(Stored data)
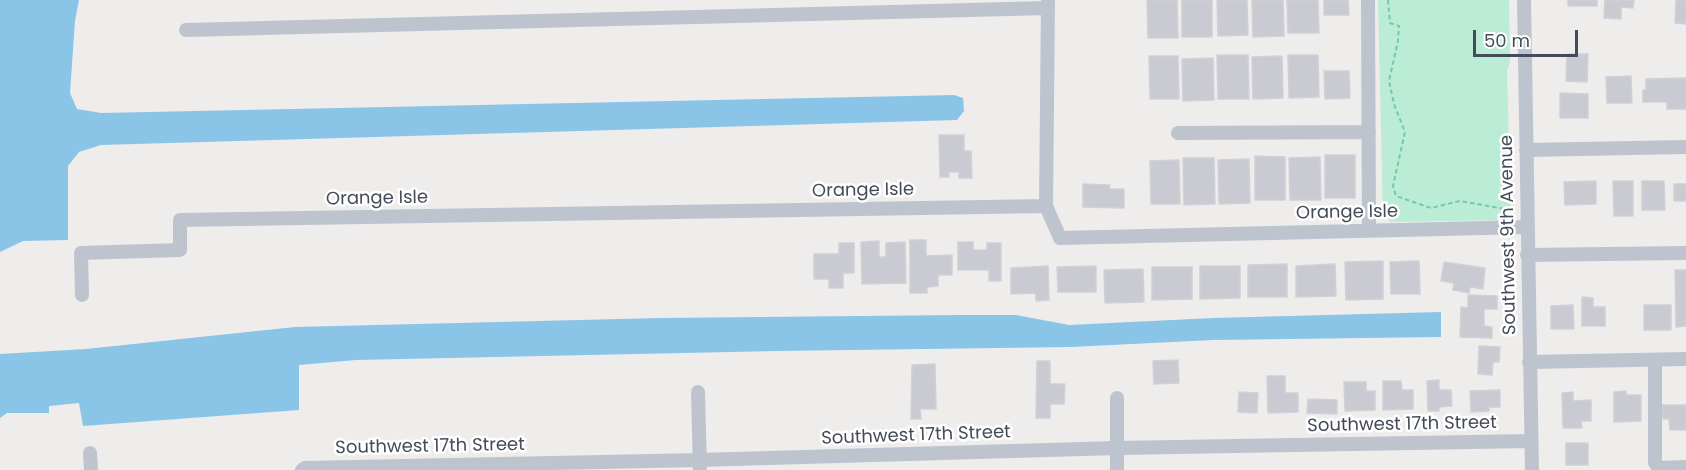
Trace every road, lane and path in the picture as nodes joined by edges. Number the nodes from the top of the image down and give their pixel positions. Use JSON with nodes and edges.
{"nodes":[{"id":1,"x":1368,"y":0,"type":"edge"},
{"id":2,"x":1388,"y":0,"type":"edge"},
{"id":3,"x":1524,"y":0,"type":"edge"},
{"id":4,"x":1047,"y":4,"type":"edge"},
{"id":5,"x":186,"y":30,"type":"dead end"},
{"id":6,"x":1369,"y":132,"type":"junction"},
{"id":7,"x":1178,"y":133,"type":"dead end"},
{"id":8,"x":1686,"y":147,"type":"edge"},
{"id":9,"x":1526,"y":150,"type":"junction"},
{"id":10,"x":1046,"y":206,"type":"junction"},
{"id":11,"x":1511,"y":210,"type":"dead end"},
{"id":12,"x":1527,"y":227,"type":"junction"},
{"id":13,"x":1369,"y":230,"type":"junction"},
{"id":14,"x":1686,"y":253,"type":"edge"},
{"id":15,"x":1527,"y":255,"type":"junction"},
{"id":16,"x":82,"y":296,"type":"dead end"},
{"id":17,"x":1686,"y":359,"type":"edge"},
{"id":18,"x":1655,"y":360,"type":"junction"},
{"id":19,"x":1529,"y":362,"type":"junction"},
{"id":20,"x":698,"y":392,"type":"dead end"},
{"id":21,"x":1117,"y":398,"type":"dead end"},
{"id":22,"x":1531,"y":441,"type":"junction"},
{"id":23,"x":1117,"y":448,"type":"junction"},
{"id":24,"x":90,"y":453,"type":"dead end"},
{"id":25,"x":700,"y":465,"type":"edge"},
{"id":26,"x":474,"y":467,"type":"edge"},
{"id":27,"x":1686,"y":467,"type":"edge"},
{"id":28,"x":92,"y":470,"type":"edge"},
{"id":29,"x":302,"y":470,"type":"edge"},
{"id":30,"x":1118,"y":470,"type":"edge"},
{"id":31,"x":1532,"y":470,"type":"edge"}],
"edges":[{"from":1,"to":6,"type":"street"},
{"from":2,"to":11,"type":"path"},
{"from":3,"to":9,"type":"street","name":"Southwest 9th Avenue"},
{"from":4,"to":5,"type":"street"},
{"from":4,"to":10,"type":"street"},
{"from":6,"to":7,"type":"street"},
{"from":6,"to":13,"type":"street"},
{"from":8,"to":9,"type":"street"},
{"from":9,"to":12,"type":"street","name":"Southwest 9th Avenue"},
{"from":10,"to":13,"type":"street","name":"Orange Isle"},
{"from":10,"to":16,"type":"street","name":"Orange Isle"},
{"from":12,"to":13,"type":"street","name":"Orange Isle"},
{"from":12,"to":15,"type":"street","name":"Southwest 9th Avenue"},
{"from":14,"to":15,"type":"street"},
{"from":15,"to":19,"type":"street","name":"Southwest 9th Avenue"},
{"from":17,"to":18,"type":"street"},
{"from":18,"to":19,"type":"street"},
{"from":18,"to":27,"type":"street"},
{"from":19,"to":22,"type":"street","name":"Southwest 9th Avenue"},
{"from":20,"to":25,"type":"street"},
{"from":21,"to":23,"type":"street"},
{"from":22,"to":23,"type":"street","name":"Southwest 17th Street"},
{"from":22,"to":31,"type":"street","name":"Southwest 9th Avenue"},
{"from":23,"to":25,"type":"street","name":"Southwest 17th Street"},
{"from":23,"to":30,"type":"street"},
{"from":24,"to":28,"type":"street"},
{"from":25,"to":26,"type":"street","name":"Southwest 17th Street"},
{"from":26,"to":29,"type":"street","name":"Southwest 17th Street"}]}
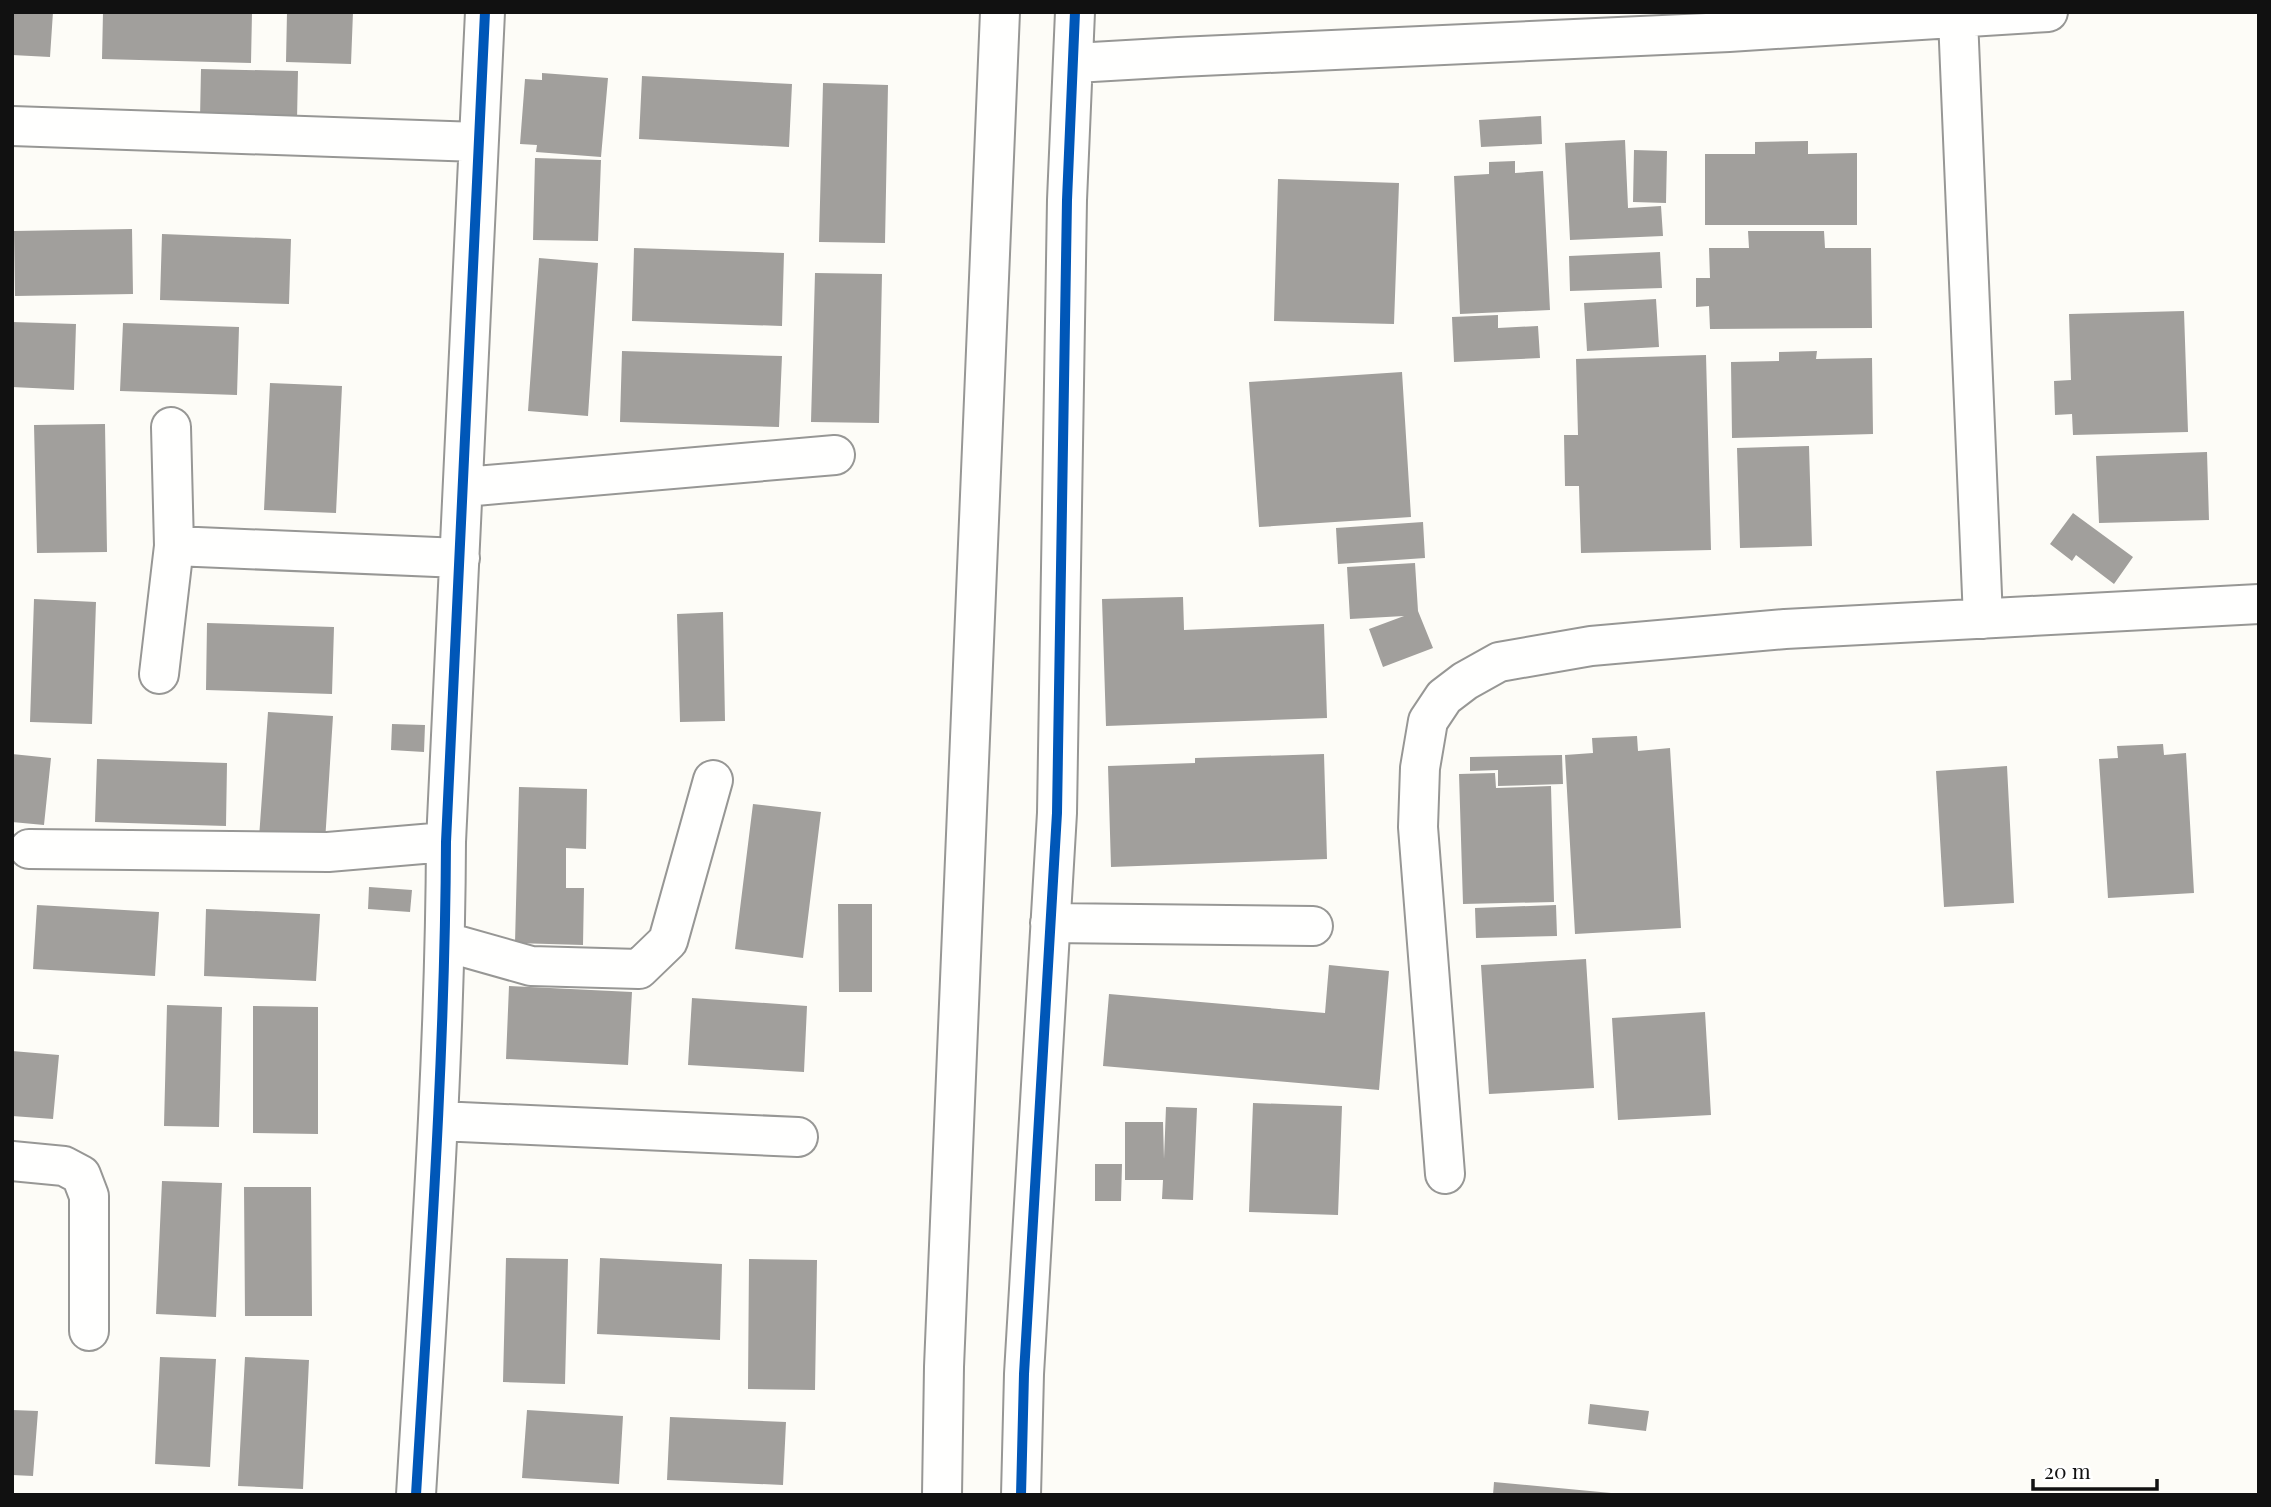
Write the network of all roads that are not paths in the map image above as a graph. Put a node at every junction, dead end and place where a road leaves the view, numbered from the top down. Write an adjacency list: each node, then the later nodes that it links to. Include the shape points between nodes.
1 (485, 12): 8 (street)
2 (1000, 12): 29 (street)
3 (1076, 12): 6 (street)
4 (2048, 12): 5 (street)
5 (1958, 18): 6 (street); 15 (street)
6 (1075, 63): 20 (street, via 1067,200 1057,813)
7 (12, 126): 8 (street)
8 (478, 142): 11 (street)
9 (172, 428): 12 (street)
10 (835, 456): 11 (street)
11 (464, 487): 13 (street)
12 (174, 546): 13 (street); 16 (street)
13 (460, 558): 18 (street)
14 (2259, 604): 15 (street)
15 (1983, 618): 26 (street, via 1591,646 1499,662 1444,697 1428,721 1420,768 1418,827)
16 (159, 674)
17 (713, 780): 22 (street, via 668,941 639,969 531,966)
18 (446, 842): 19 (street, via 328,852); 22 (street)
19 (29, 849)
20 (1050, 923): 21 (street); 30 (street)
21 (1313, 926)
22 (446, 942): 23 (street)
23 (439, 1121): 24 (street); 28 (street)
24 (798, 1136)
25 (12, 1161): 27 (street, via 64,1166 81,1175 89,1196)
26 (1445, 1174)
27 (89, 1331)
28 (416, 1495)
29 (942, 1495)
30 (1021, 1495)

# Work item
Scan the entries above for the word "edges" and collect each line holding it.

# Task result
Trace every road, lane and path in the picture as nodes joined by edges. Number the nodes from the top of the image down and give their pixel positions. Use JSON with nodes and edges.
"edges":[{"from":1,"to":6,"type":"street"},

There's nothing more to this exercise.